Your answer should be the complete set of entries, transcribed exactly.

Source data
__________

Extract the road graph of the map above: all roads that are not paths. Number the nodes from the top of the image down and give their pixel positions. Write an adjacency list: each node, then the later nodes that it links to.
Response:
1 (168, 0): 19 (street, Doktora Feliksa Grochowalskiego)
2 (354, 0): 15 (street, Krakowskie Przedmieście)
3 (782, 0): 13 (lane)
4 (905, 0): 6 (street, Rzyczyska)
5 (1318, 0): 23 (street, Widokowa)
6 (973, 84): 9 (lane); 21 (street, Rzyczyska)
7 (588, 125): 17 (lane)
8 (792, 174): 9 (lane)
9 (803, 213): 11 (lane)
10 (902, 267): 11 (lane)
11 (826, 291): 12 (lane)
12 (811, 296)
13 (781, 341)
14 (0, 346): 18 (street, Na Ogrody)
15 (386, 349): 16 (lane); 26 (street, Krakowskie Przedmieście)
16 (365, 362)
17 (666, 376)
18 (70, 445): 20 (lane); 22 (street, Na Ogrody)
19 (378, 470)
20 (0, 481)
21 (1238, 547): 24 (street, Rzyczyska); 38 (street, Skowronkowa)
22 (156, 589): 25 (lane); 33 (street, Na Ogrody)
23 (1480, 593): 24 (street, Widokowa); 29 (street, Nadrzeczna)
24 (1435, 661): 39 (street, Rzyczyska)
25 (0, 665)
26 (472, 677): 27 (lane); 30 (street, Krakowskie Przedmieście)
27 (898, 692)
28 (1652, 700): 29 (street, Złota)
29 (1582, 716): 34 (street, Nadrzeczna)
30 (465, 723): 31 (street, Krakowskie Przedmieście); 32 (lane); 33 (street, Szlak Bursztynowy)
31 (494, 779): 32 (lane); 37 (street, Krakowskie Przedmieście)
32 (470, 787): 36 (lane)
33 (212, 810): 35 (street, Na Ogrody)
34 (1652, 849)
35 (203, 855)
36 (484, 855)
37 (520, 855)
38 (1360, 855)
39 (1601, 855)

__________

**Your response**
Extract the road graph of the map above: all roads that are not paths. Number the nodes from the top of the image down and give their pixel positions. Write an adjacency list: each node, then the later nodes that it links to.
Response:
1 (168, 0): 19 (street, Doktora Feliksa Grochowalskiego)
2 (354, 0): 15 (street, Krakowskie Przedmieście)
3 (782, 0): 13 (lane)
4 (905, 0): 6 (street, Rzyczyska)
5 (1318, 0): 23 (street, Widokowa)
6 (973, 84): 9 (lane); 21 (street, Rzyczyska)
7 (588, 125): 17 (lane)
8 (792, 174): 9 (lane)
9 (803, 213): 11 (lane)
10 (902, 267): 11 (lane)
11 (826, 291): 12 (lane)
12 (811, 296)
13 (781, 341)
14 (0, 346): 18 (street, Na Ogrody)
15 (386, 349): 16 (lane); 26 (street, Krakowskie Przedmieście)
16 (365, 362)
17 (666, 376)
18 (70, 445): 20 (lane); 22 (street, Na Ogrody)
19 (378, 470)
20 (0, 481)
21 (1238, 547): 24 (street, Rzyczyska); 38 (street, Skowronkowa)
22 (156, 589): 25 (lane); 33 (street, Na Ogrody)
23 (1480, 593): 24 (street, Widokowa); 29 (street, Nadrzeczna)
24 (1435, 661): 39 (street, Rzyczyska)
25 (0, 665)
26 (472, 677): 27 (lane); 30 (street, Krakowskie Przedmieście)
27 (898, 692)
28 (1652, 700): 29 (street, Złota)
29 (1582, 716): 34 (street, Nadrzeczna)
30 (465, 723): 31 (street, Krakowskie Przedmieście); 32 (lane); 33 (street, Szlak Bursztynowy)
31 (494, 779): 32 (lane); 37 (street, Krakowskie Przedmieście)
32 (470, 787): 36 (lane)
33 (212, 810): 35 (street, Na Ogrody)
34 (1652, 849)
35 (203, 855)
36 (484, 855)
37 (520, 855)
38 (1360, 855)
39 (1601, 855)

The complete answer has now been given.